Waking up like that was something I would experience a lot during those times. It was if an electrical circuit in my brain had short-circuited while sleeping, sending a blast of electricity through my head and limbs. My whole body would twitch or jerk, often violently, and I would awaken immediately.
I knew there had been a dream, and I knew it was something profound, but I couldn’t quite remember what it was.
I began to feel my surroundings. I noted that I was still on the sofa, and I had a soft woolen blanket covering me. Quite clearly it was late. A sense of uneasiness sat with me, and I knew it was something important. After a short while, it came to me. It was the light that had disturbed me. With that thought images began to flood into my mind. The tunnel, the sprawling panoramas, the voice, the light… I was starting to remember bits and pieces of what had happened on the beach.
Somehow in the darkness it seemed OK to have these thoughts, these dreams, these visions. At night there was nobody to tell me that they were not real, no real world to have to reconcile them with, no disbelieving friends to have to explain them to, or hide them from.
I lay there for some time before deciding that sleep was the last thing I wanted. So I sat up.
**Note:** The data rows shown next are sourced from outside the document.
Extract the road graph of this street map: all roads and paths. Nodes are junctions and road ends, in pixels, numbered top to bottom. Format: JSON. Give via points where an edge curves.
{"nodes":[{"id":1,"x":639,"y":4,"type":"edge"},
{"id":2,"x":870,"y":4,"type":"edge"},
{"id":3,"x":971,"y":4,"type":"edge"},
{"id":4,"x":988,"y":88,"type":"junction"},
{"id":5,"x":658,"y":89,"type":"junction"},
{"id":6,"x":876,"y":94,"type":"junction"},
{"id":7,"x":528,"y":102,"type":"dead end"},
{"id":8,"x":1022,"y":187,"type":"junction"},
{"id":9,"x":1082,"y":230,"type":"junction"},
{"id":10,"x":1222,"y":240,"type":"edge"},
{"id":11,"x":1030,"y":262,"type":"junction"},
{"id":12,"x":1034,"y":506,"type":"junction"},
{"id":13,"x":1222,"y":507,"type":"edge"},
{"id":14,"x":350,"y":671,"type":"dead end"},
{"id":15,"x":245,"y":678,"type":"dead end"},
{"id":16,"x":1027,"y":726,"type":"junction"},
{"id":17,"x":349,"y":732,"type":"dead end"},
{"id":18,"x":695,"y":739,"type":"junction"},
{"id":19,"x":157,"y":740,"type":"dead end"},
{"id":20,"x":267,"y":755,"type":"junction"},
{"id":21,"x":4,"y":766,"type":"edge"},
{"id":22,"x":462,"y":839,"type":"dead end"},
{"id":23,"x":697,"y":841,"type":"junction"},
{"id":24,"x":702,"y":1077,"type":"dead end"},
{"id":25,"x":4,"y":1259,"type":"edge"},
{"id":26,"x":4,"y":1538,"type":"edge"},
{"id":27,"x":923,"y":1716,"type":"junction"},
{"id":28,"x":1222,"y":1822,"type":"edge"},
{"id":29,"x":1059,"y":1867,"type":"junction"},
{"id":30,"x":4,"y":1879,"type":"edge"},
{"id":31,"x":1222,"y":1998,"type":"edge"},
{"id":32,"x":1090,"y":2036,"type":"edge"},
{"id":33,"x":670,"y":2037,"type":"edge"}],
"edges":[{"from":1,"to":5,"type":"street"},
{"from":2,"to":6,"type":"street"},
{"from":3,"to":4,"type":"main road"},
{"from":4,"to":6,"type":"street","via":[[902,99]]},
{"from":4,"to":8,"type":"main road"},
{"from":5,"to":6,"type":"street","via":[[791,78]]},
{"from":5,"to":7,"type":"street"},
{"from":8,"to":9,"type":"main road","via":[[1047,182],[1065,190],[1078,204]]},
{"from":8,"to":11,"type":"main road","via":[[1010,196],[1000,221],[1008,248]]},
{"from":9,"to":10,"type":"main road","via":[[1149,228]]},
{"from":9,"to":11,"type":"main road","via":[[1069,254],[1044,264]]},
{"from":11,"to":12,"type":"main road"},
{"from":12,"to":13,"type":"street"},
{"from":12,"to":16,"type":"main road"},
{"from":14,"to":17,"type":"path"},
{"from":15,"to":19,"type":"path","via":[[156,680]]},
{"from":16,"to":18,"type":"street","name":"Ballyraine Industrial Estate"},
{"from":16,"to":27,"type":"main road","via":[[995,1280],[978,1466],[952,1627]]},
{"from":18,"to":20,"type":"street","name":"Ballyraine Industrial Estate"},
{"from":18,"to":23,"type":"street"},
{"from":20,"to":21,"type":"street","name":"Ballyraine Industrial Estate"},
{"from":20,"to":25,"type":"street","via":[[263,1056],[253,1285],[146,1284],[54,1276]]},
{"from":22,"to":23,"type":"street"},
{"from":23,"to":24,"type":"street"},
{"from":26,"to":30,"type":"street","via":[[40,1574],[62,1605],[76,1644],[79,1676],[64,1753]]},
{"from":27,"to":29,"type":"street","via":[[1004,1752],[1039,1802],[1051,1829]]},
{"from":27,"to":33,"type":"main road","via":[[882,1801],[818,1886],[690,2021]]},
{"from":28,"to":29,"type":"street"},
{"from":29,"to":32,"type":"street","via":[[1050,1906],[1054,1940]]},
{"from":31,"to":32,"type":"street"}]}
As my eyes adjusted to the light I could make out the curtains, big TV and the fridge. I figured that there must be a light switch near the door, and began stumbling round in the dark trying to find it. I was about to give up when the apartment door swung open. Amanda switched on the light.
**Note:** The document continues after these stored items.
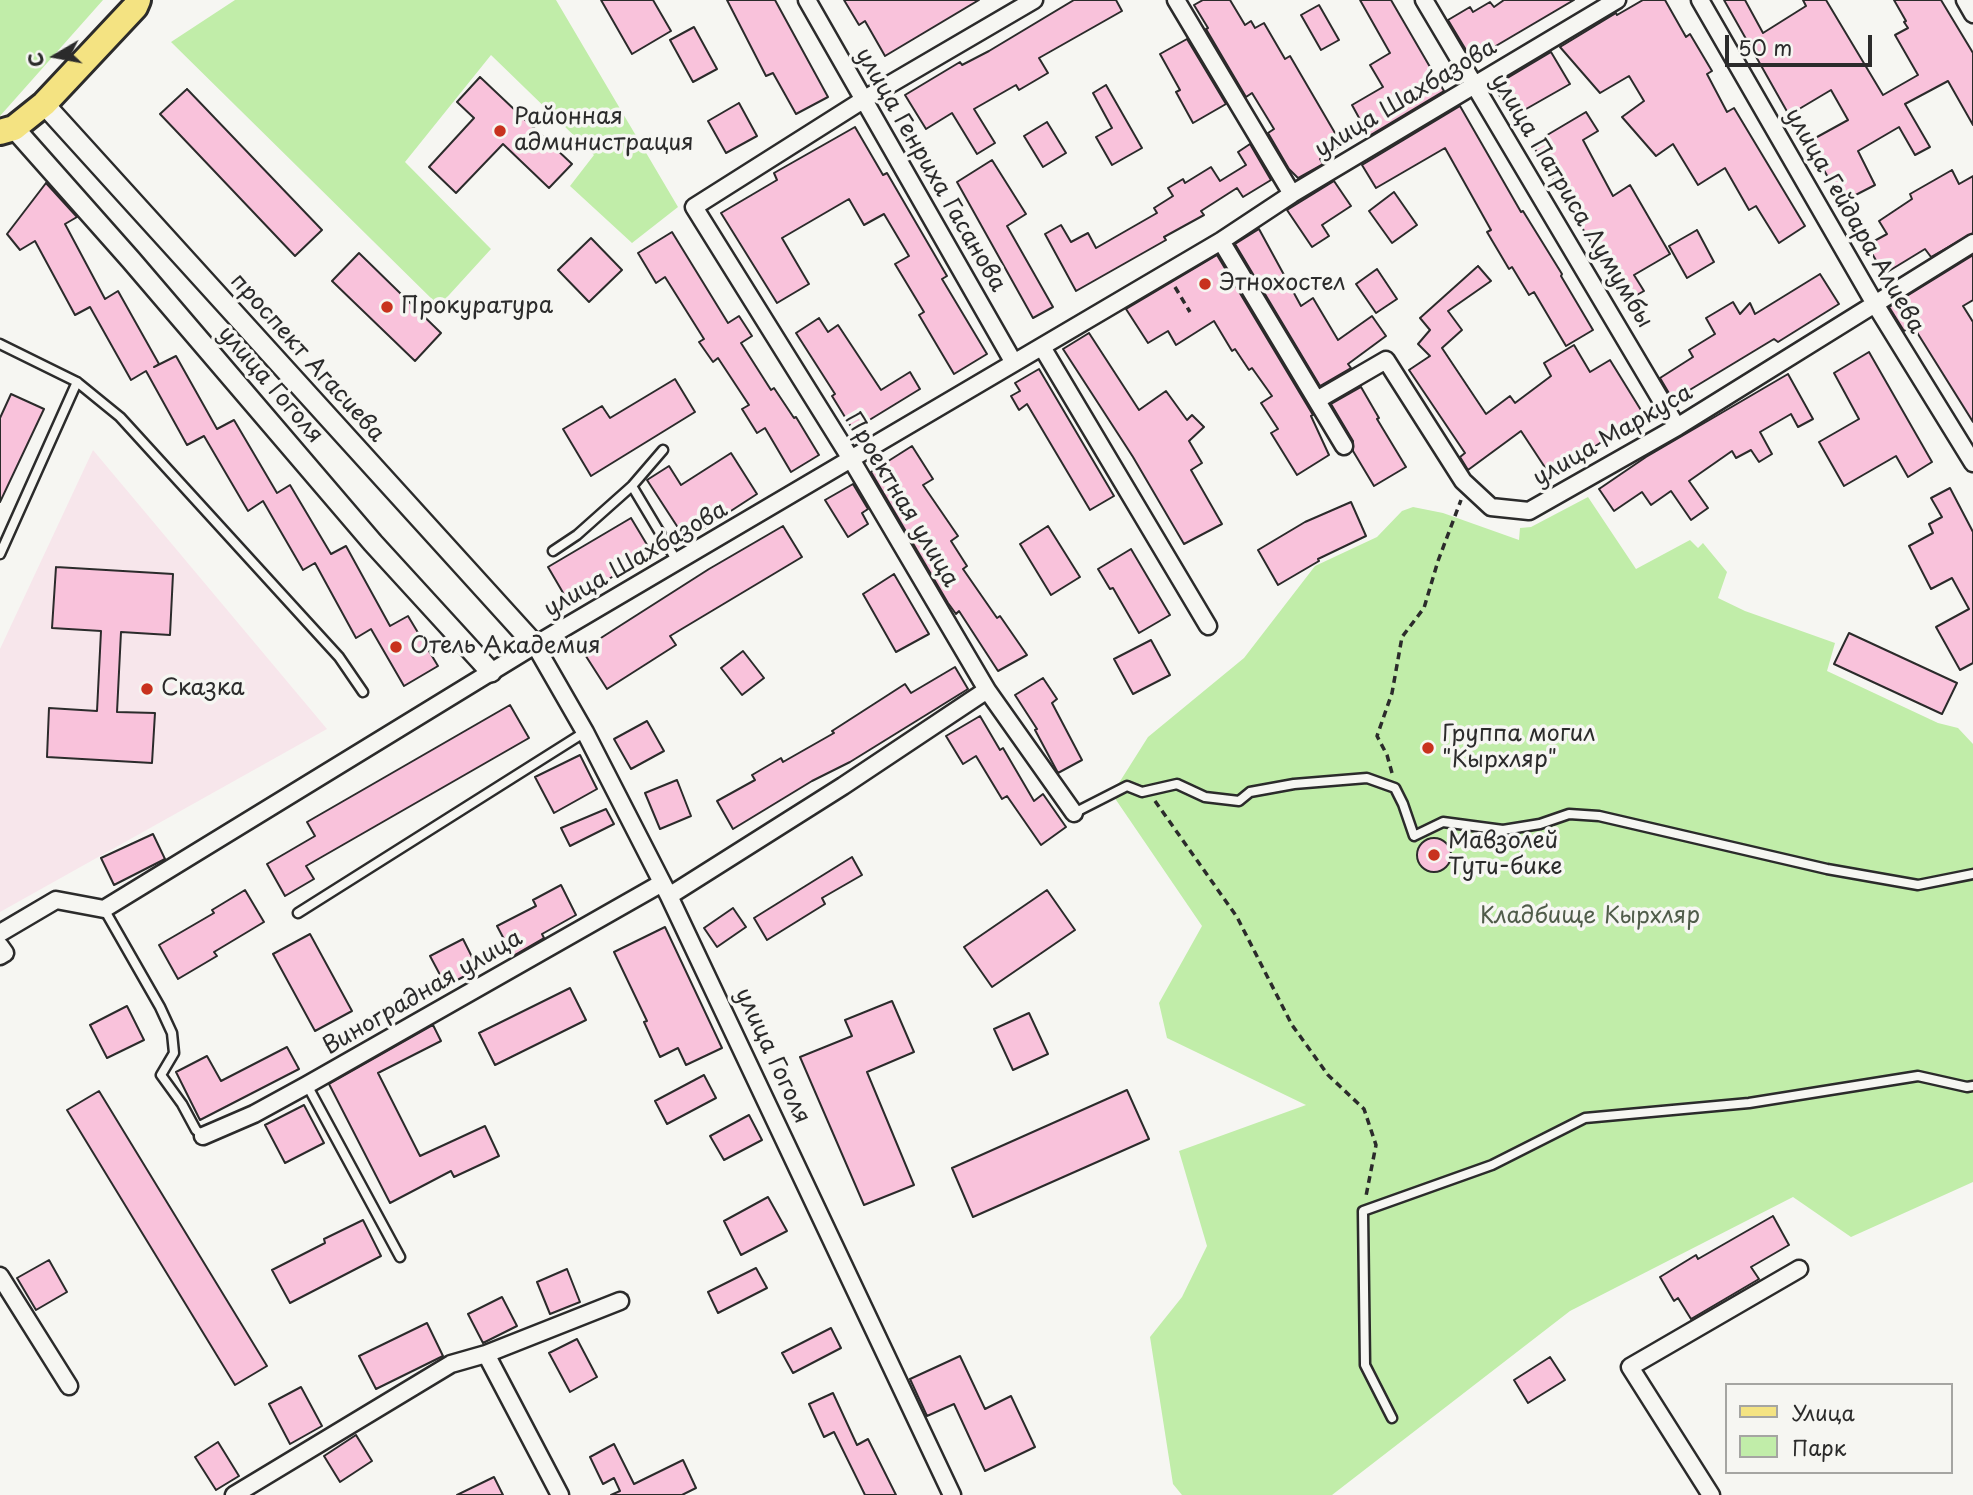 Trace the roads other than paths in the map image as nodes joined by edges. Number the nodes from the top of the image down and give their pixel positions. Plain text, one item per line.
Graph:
1 (807, 0) edge
2 (1034, 0) edge
3 (1176, 0) edge
4 (1424, 0) edge
5 (1617, 0) edge
6 (1700, 0) edge
7 (1965, 0) edge
8 (140, 2) edge
9 (1973, 14) edge
10 (1475, 84) junction
11 (863, 100) junction
12 (44, 104) junction
13 (7, 130) edge
14 (0, 154) edge
15 (1292, 194) junction
16 (1221, 241) junction
17 (1973, 243) edge
18 (1875, 304) junction
19 (0, 344) edge
20 (1042, 347) junction
21 (1014, 363) junction
22 (77, 382) junction
23 (1317, 400) junction
24 (1677, 427) junction
25 (1344, 446) dead end
26 (663, 450) dead end
27 (851, 459) junction
28 (1973, 463) edge
29 (632, 486) junction
30 (553, 551) dead end
31 (0, 554) edge
32 (678, 563) junction
33 (1208, 626) dead end
34 (534, 645) junction
35 (491, 672) junction
36 (987, 690) junction
37 (363, 692) dead end
38 (585, 732) junction
39 (1074, 813) joint
40 (1973, 874) edge
41 (666, 890) junction
42 (104, 909) junction
43 (298, 913) dead end
44 (0, 933) edge
45 (307, 1085) junction
46 (1973, 1086) edge
47 (203, 1136) joint
48 (400, 1256) dead end
49 (1799, 1269) dead end
50 (0, 1276) edge
51 (620, 1301) dead end
52 (486, 1354) junction
53 (69, 1386) dead end
54 (1392, 1418) dead end
55 (234, 1495) edge
56 (560, 1495) edge
57 (952, 1495) edge
58 (1711, 1495) edge

1 - 11 street, улица Генриха Гасанова
2 - 11 street
3 - 15 street
4 - 10 street, улица Патриса Лумумбы
5 - 10 street, улица Шахбазова
6 - 18 street, улица Гейдара Алиева
7 - 9 street
8 - 12 main road
10 - 15 street, улица Шахбазова
10 - 24 street, улица Патриса Лумумбы
11 - 21 street, улица Генриха Гасанова
11 - 27 street, Проектная улица
12 - 13 main road
12 - 34 street, проспект Агасиева
13 - 14 main road
13 - 35 street, улица Гоголя
15 - 16 street, улица Шахбазова
16 - 20 street, улица Шахбазова
16 - 23 street
17 - 18 street, улица Маркуса
18 - 24 street, улица Маркуса
18 - 28 street, улица Гейдара Алиева
19 - 22 lane
20 - 21 street, улица Шахбазова
20 - 33 street
21 - 27 street, улица Шахбазова
22 - 31 lane
22 - 37 lane
23 - 24 street, улица Маркуса
23 - 25 street
26 - 29 lane
27 - 32 street, улица Шахбазова
27 - 36 street, Проектная улица
29 - 30 lane
29 - 32 lane
32 - 34 street, улица Шахбазова
34 - 35 street, улица Шахбазова
34 - 38 street, улица Гоголя
35 - 42 street, улица Шахбазова
36 - 39 street, Проектная улица
36 - 41 street, Виноградная улица
38 - 41 street, улица Гоголя
38 - 43 lane
39 - 40 lane
41 - 45 street, Виноградная улица
41 - 57 street, улица Гоголя
42 - 44 street
42 - 47 lane
45 - 47 street, Виноградная улица
45 - 48 lane
46 - 54 lane
49 - 58 street
50 - 53 street
51 - 52 street
52 - 55 street
52 - 56 street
“Just looking for the light.”
She looked at me in a strange kind of way, and I wasn’t sure if I was welcome or not. She had a white plastic shopping bag.
“I just went out to get a few things. Sorry, it took me a bit longer than expected. You better sit down.”
“I’m fine, really. I was just about to leave.”
“Don’t be stupid. It’s late. You should stay for the night.”
She put the shopping bag on the table and came over and pushed me back onto the lounge. Next she was handing me an apple and a glass of water.
“You look a lot better.”
“Yeah, I’m feeling better come to think of it. Wanna go out for a run?”
“Do you always have to be an idiot?”
I took a mouthful of water and a bite from the apple. That was when I realised I was sitting right beside a beautiful young woman, looking into her eyes. And she had her arm on my leg.